Building Robotic Mental Models with NVIDIA Warp and Gaussian Splatting

This post explores a promising direction for building dynamic digital representations of the physical world, a topic gaining increasing attention in recent research. We introduce an approach for constructing a digital twin in a robotic setting that stays continuously synchronized with the real world in real time. Such a twin can provide rich state information that supports and enhances a wide range of downstream tasks.

Humans construct an internal model of the world from vision with remarkable ease. We interpret flat images from our eyes into a coherent, three-dimensional environment. Within this imagined space, we simulate physical interactions, predict outcomes, and adapt seamlessly. Even with our eyes closed, we can “see” ourselves moving objects around. When we reopen them, we reconcile any mismatch between what we imagined and what happened.

Replicating this dynamic, visual-physical reasoning in robots is a frontier of physical AI, and it’s beginning to materialize. At the core of our approach, Physically Embodied Gaussians, is the idea that robots can benefit from maintaining a live, internal simulation of the world. Rather than relying solely on raw image streams or offline reconstructions, we aim to build a continuously updated, physics-aware world model that mirrors reality in real time.

Why explicit simulation?

Historically, explicit modeling of the physical world has been challenging because it requires known 3D models, well-tuned dynamics, and well-modeled sensors to ensure that results in simulation can reliably transfer to the real world.

Today, that barrier is eroding.

Thanks to breakthroughs in differentiable rendering, particularly Gaussian splatting, combined with modern segmentation and scene understanding models, it’s now possible to generate simulators from just a handful of images and basic physical prior knowledge. In our use case, high modeling accuracy becomes less critical, as the simulator can be supervised and corrected continuously using a stream of real-world image observations.

Continuous visual supervision through differentiable rendering

In Physically Embodied Gaussians, differentiable rendering plays a dual role—initializing and supervising the simulator.

Supervision is achieved by adjusting the simulator’s state continuously until the rendered images align with real-world observations. When paired with a physics engine running at approximately 30 Hz, this creates a robust feedback loop. The simulator only needs to remain accurate for around 33 milliseconds. If it drifts, the rendering system quickly corrects it. In practice, this enables even imperfectly initialized physical models to remain accurate over time, as the real-time correction mechanism compensates for errors in the simulation.

Using Gaussian splatting as the renderer, combined with fast modern GPUs, enables this entire process to run in real time.

Fewer cameras, thanks to strong prior knowledge

Gaussian splatting systems typically rely on 30 or more cameras to work reliably, which is a non-starter for robotics applications.
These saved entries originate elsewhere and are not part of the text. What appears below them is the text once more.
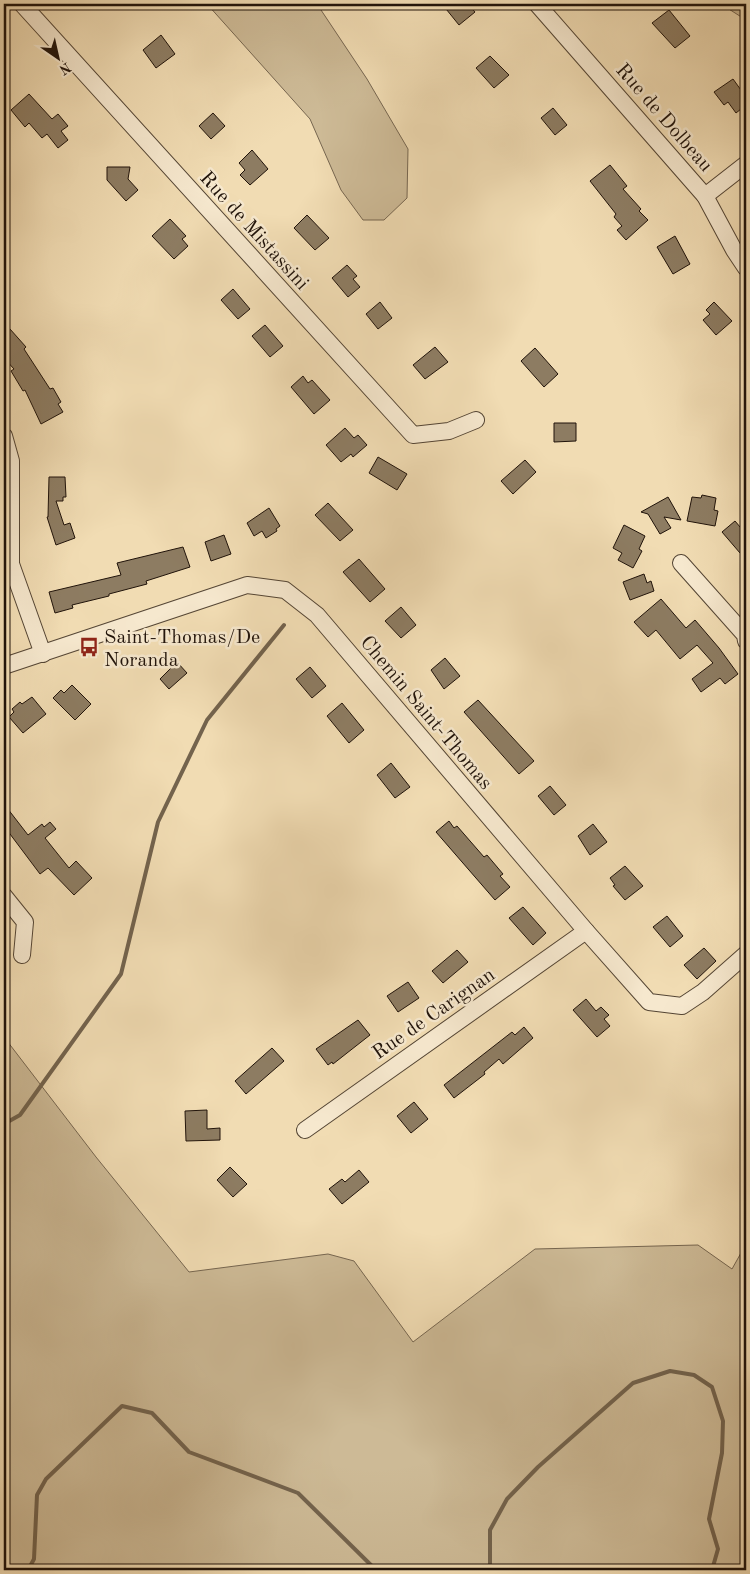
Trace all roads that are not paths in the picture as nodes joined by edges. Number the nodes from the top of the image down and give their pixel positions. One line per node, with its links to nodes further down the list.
1 (22, 4): 6 (street, Rue de Mistassini)
2 (537, 4): 4 (street, Rue de Dolbeau)
3 (746, 164): 4 (street)
4 (706, 196): 5 (street, Rue de Dolbeau)
5 (746, 268)
6 (476, 420)
7 (4, 436): 8 (street)
8 (7, 462): 11 (street)
9 (681, 563): 10 (street)
10 (746, 641)
11 (43, 654): 12 (street, Chemin Saint-Thomas); 14 (street, Chemin Saint-Thomas)
12 (4, 666)
13 (4, 896): 16 (street)
14 (586, 931): 15 (street, Chemin Saint-Thomas); 17 (street, Rue de Carignan)
15 (746, 954)
16 (22, 955)
17 (305, 1130)

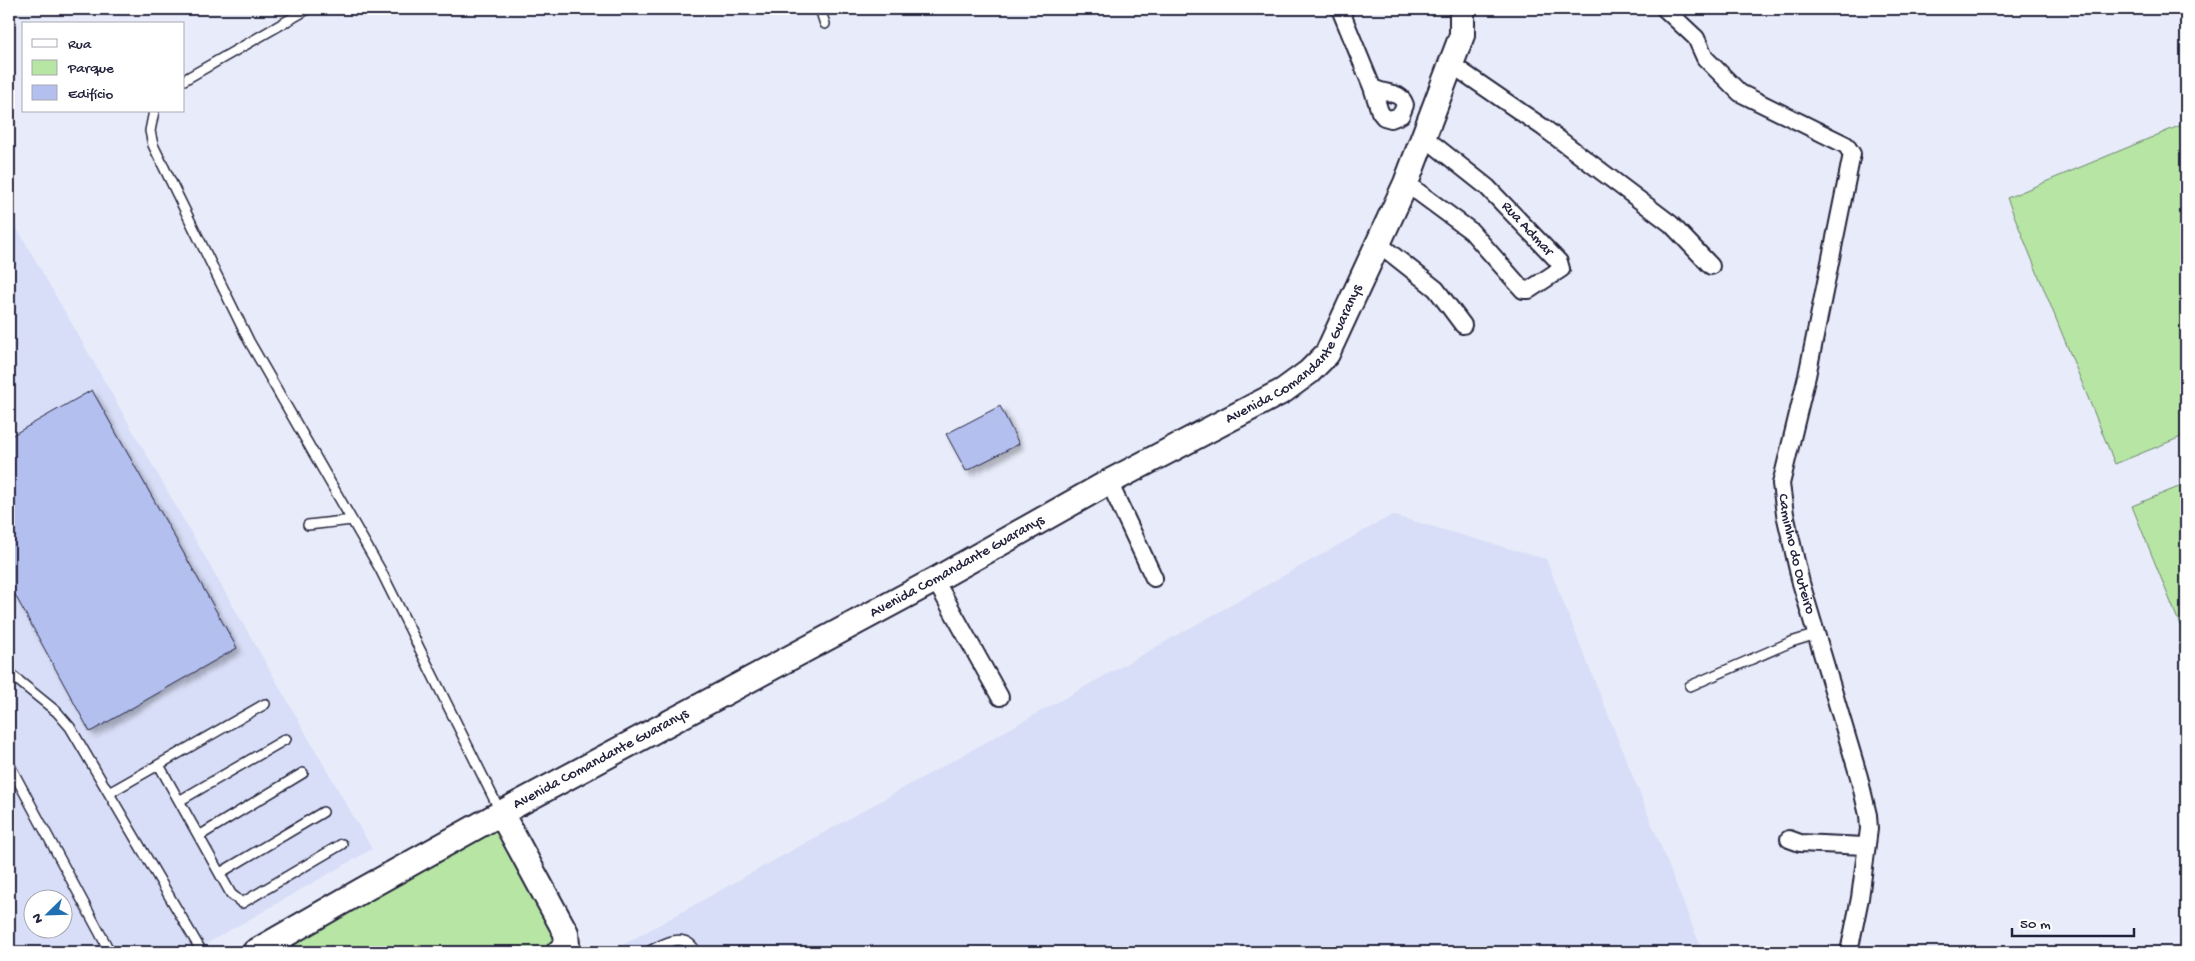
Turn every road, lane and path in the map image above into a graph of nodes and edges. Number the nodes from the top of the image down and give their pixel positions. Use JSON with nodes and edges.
{"nodes":[{"id":1,"x":308,"y":9,"type":"edge"},
{"id":2,"x":820,"y":9,"type":"edge"},
{"id":3,"x":1340,"y":9,"type":"edge"},
{"id":4,"x":1464,"y":9,"type":"edge"},
{"id":5,"x":1665,"y":9,"type":"edge"},
{"id":6,"x":825,"y":24,"type":"dead end"},
{"id":7,"x":1451,"y":64,"type":"junction"},
{"id":8,"x":185,"y":79,"type":"edge"},
{"id":9,"x":1372,"y":88,"type":"dead end"},
{"id":10,"x":154,"y":112,"type":"edge"},
{"id":11,"x":1424,"y":137,"type":"junction"},
{"id":12,"x":1406,"y":183,"type":"junction"},
{"id":13,"x":1380,"y":244,"type":"junction"},
{"id":14,"x":1711,"y":266,"type":"dead end"},
{"id":15,"x":1463,"y":325,"type":"dead end"},
{"id":16,"x":1110,"y":482,"type":"junction"},
{"id":17,"x":352,"y":520,"type":"junction"},
{"id":18,"x":308,"y":525,"type":"dead end"},
{"id":19,"x":1154,"y":578,"type":"dead end"},
{"id":20,"x":936,"y":580,"type":"junction"},
{"id":21,"x":1817,"y":634,"type":"junction"},
{"id":22,"x":9,"y":673,"type":"edge"},
{"id":23,"x":1690,"y":686,"type":"dead end"},
{"id":24,"x":1000,"y":696,"type":"dead end"},
{"id":25,"x":265,"y":704,"type":"dead end"},
{"id":26,"x":286,"y":739,"type":"dead end"},
{"id":27,"x":9,"y":764,"type":"edge"},
{"id":28,"x":159,"y":765,"type":"junction"},
{"id":29,"x":303,"y":773,"type":"dead end"},
{"id":30,"x":109,"y":793,"type":"junction"},
{"id":31,"x":179,"y":801,"type":"junction"},
{"id":32,"x":323,"y":812,"type":"dead end"},
{"id":33,"x":501,"y":813,"type":"junction"},
{"id":34,"x":199,"y":836,"type":"junction"},
{"id":35,"x":1789,"y":840,"type":"dead end"},
{"id":36,"x":342,"y":844,"type":"dead end"},
{"id":37,"x":1865,"y":846,"type":"junction"},
{"id":38,"x":220,"y":873,"type":"junction"},
{"id":39,"x":110,"y":952,"type":"edge"},
{"id":40,"x":202,"y":952,"type":"edge"},
{"id":41,"x":255,"y":952,"type":"edge"},
{"id":42,"x":559,"y":952,"type":"edge"},
{"id":43,"x":648,"y":952,"type":"edge"},
{"id":44,"x":696,"y":952,"type":"edge"},
{"id":45,"x":1849,"y":952,"type":"edge"}],
"edges":[{"from":1,"to":8,"type":"lane"},
{"from":2,"to":6,"type":"lane"},
{"from":3,"to":9,"type":"street"},
{"from":4,"to":7,"type":"street","name":"Avenida Comandante Guaranys"},
{"from":5,"to":21,"type":"street","name":"Caminho do Outeiro"},
{"from":7,"to":11,"type":"street","name":"Avenida Comandante Guaranys"},
{"from":7,"to":14,"type":"street"},
{"from":10,"to":17,"type":"lane"},
{"from":11,"to":12,"type":"street","name":"Avenida Comandante Guaranys"},
{"from":11,"to":12,"type":"street","name":"Rua Admar"},
{"from":12,"to":13,"type":"street","name":"Avenida Comandante Guaranys"},
{"from":13,"to":15,"type":"street"},
{"from":13,"to":16,"type":"street","name":"Avenida Comandante Guaranys"},
{"from":16,"to":19,"type":"street"},
{"from":16,"to":20,"type":"street","name":"Avenida Comandante Guaranys"},
{"from":17,"to":18,"type":"lane"},
{"from":17,"to":33,"type":"lane"},
{"from":20,"to":24,"type":"street"},
{"from":20,"to":33,"type":"street","name":"Avenida Comandante Guaranys"},
{"from":21,"to":23,"type":"lane"},
{"from":21,"to":37,"type":"street","name":"Caminho do Outeiro"},
{"from":22,"to":30,"type":"lane"},
{"from":25,"to":28,"type":"lane"},
{"from":26,"to":31,"type":"lane"},
{"from":27,"to":39,"type":"lane"},
{"from":28,"to":30,"type":"lane"},
{"from":28,"to":31,"type":"lane"},
{"from":29,"to":34,"type":"lane"},
{"from":30,"to":40,"type":"lane"},
{"from":31,"to":34,"type":"lane"},
{"from":32,"to":38,"type":"lane"},
{"from":33,"to":41,"type":"street","name":"Avenida Comandante Guaranys"},
{"from":33,"to":42,"type":"street"},
{"from":34,"to":38,"type":"lane"},
{"from":35,"to":37,"type":"street"},
{"from":36,"to":38,"type":"lane"},
{"from":37,"to":45,"type":"street","name":"Caminho do Outeiro"},
{"from":43,"to":44,"type":"lane"}]}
We address this by using prior knowledge available in a robotics setting. For example:

We know the robot’s pose and geometry at all times.
We know which objects the robot is likely to interact with and whether they’re rigid or deformable.
We know the basic physics of the world; objects fall, collide, and don’t pass through each other.

With this prior information, we can go beyond visual replication. Our representation is grounded not just in appearance, but also in physics, and it can function robustly with far fewer cameras.

A dual representation: particles and Gaussians

Two images showing a robot interacting with tabletop objects. — *Figure 1. The dual representation of embodied Gaussians showing the particles that are acted upon by the physics system (left) and the Gaussians rendered with Gaussian splatting (right)*

To bring this vision to life, we built our simulator around two key components:

Particles represent the physical structure of the world. They are governed by a fast and stable physics engine using extended position-based dynamics (XPBD), a technique widely used in real-time graphics and games.
3D Gaussians represent the visual appearance of the scene. These are attached to the particles and rendered using Gaussian splatting.

The particles drive the motion of the Gaussians, while the visual errors from the differentiable renderer generate corrective forces that push the particles back into alignment. This dual system forms a closed loop: physics moves visuals, visuals correct physics.

Together, these two subsystems maintain a real-time, visually and physically accurate model of the environment—adaptable, efficient, and grounded in perception.